The agent that wouldn't stop retrying
A single retry loop cost us $2,400 in model calls overnight. The bug was one line. The guardrail was the part we were missing.
At 11:42pm on a Thursday, an agent we’d been running for three weeks went into a retry loop and didn’t come out. By the time our budget alarm fired at 3:17am, we’d burned through the entire month’s model budget plus a chunk of the next one. The agent’s task was trivial: summarize an inbound ticket and post it to a Slack channel.
What actually happened
The ticket parser hit a ValidationError on a field it had never seen before. The agent’s on_error handler was configured to retry with a back-off. The back-off capped at 8 seconds. There was no retry ceiling.
# agents/ticket_summary.py
@agent(name="ticket_summary")
class TicketSummary:
retry = ExponentialBackoff(base=1, cap=8) # no max_attempts
on_error = Retry(retry)
budget = None # no budget — this is the bug
The fix was three lines. The harder question is why the reviewer (me) approved the PR with budget = None in it, and the answer isn’t “I missed it” — it’s that our review checklist didn’t require it.
The guardrail
We now enforce three properties on every agent at registration time, not at runtime:
- A hard dollar ceiling per invocation and per day, below which the agent is allowed to fail loudly.
- A max-attempts count that cannot be
None. - An idempotency key on every external effect the agent can produce.

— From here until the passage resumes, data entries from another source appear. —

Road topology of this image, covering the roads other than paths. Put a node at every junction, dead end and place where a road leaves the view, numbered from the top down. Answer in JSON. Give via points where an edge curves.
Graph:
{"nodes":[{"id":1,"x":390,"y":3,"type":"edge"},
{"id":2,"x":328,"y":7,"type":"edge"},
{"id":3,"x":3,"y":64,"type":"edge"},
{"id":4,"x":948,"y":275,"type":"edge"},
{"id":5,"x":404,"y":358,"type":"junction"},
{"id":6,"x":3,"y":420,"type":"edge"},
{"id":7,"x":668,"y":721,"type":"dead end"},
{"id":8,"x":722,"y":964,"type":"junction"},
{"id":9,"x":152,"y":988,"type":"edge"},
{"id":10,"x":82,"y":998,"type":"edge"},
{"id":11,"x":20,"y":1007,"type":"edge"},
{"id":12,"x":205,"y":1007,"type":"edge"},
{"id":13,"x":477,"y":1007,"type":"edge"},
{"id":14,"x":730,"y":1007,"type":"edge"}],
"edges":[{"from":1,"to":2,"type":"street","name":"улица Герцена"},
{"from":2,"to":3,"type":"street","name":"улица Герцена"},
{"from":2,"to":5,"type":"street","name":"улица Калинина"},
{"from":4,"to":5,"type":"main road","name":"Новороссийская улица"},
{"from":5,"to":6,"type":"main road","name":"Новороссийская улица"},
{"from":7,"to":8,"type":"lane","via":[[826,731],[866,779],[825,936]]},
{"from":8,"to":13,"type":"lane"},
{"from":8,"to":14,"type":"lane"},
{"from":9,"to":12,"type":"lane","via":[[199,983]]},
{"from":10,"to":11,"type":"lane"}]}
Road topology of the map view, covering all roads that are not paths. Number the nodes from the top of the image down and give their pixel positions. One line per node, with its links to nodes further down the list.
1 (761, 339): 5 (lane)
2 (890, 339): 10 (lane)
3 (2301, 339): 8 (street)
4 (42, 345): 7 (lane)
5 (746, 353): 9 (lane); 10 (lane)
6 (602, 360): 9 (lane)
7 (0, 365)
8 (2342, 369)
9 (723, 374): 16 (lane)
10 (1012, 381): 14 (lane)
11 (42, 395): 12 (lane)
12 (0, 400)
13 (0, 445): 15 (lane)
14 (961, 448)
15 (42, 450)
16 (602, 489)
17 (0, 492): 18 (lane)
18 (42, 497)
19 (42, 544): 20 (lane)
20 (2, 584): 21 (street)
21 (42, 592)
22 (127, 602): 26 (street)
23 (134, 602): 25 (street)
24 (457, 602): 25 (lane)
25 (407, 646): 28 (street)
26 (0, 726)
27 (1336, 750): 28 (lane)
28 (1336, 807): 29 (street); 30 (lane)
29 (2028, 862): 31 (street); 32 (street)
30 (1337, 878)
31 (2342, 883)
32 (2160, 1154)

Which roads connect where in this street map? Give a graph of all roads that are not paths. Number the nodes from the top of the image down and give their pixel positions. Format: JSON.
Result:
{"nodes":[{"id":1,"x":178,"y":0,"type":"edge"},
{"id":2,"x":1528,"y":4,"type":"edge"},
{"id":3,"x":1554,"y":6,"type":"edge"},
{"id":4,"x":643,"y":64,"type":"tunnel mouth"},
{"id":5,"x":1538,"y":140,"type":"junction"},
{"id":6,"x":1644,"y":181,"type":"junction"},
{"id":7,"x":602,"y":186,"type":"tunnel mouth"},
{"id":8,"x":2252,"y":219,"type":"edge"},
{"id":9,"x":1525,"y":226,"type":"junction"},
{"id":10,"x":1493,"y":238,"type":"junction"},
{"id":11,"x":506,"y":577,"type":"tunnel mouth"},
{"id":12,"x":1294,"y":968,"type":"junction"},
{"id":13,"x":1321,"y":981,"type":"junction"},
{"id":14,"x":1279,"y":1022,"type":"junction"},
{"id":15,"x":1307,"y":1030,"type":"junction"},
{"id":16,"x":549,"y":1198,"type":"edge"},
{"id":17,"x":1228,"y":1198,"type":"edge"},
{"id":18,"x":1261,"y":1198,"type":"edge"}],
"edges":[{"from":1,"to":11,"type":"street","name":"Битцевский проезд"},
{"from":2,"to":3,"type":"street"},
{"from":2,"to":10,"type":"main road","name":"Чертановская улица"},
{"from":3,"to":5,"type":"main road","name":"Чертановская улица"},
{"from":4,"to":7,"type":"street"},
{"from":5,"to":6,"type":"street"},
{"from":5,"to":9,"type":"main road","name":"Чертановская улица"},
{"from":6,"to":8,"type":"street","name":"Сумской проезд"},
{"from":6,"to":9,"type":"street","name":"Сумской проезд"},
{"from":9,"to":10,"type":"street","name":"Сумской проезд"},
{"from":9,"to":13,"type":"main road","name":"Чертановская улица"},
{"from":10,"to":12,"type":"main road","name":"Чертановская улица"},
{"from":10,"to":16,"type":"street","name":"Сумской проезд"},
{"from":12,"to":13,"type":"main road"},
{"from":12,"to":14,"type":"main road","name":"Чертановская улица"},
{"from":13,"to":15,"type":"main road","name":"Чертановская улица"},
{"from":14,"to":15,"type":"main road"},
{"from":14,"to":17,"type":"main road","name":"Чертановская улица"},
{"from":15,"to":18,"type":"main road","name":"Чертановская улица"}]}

The cheapest guardrail is the one a human can’t forget to add, because it’s a type error if it’s missing.
What I’d tell past-me
Mocked tests will pass. Dry-runs will pass. The only thing that catches runaway retry loops is a registration-time invariant that makes the unsafe configuration unrepresentable. We’ve since ported the same pattern to our prompt-cache invalidation pipeline and two internal tools.
The postmortem template we now use is in /ops/postmortem-template. It’s short enough to fill out at 4am, which is the only time it actually matters.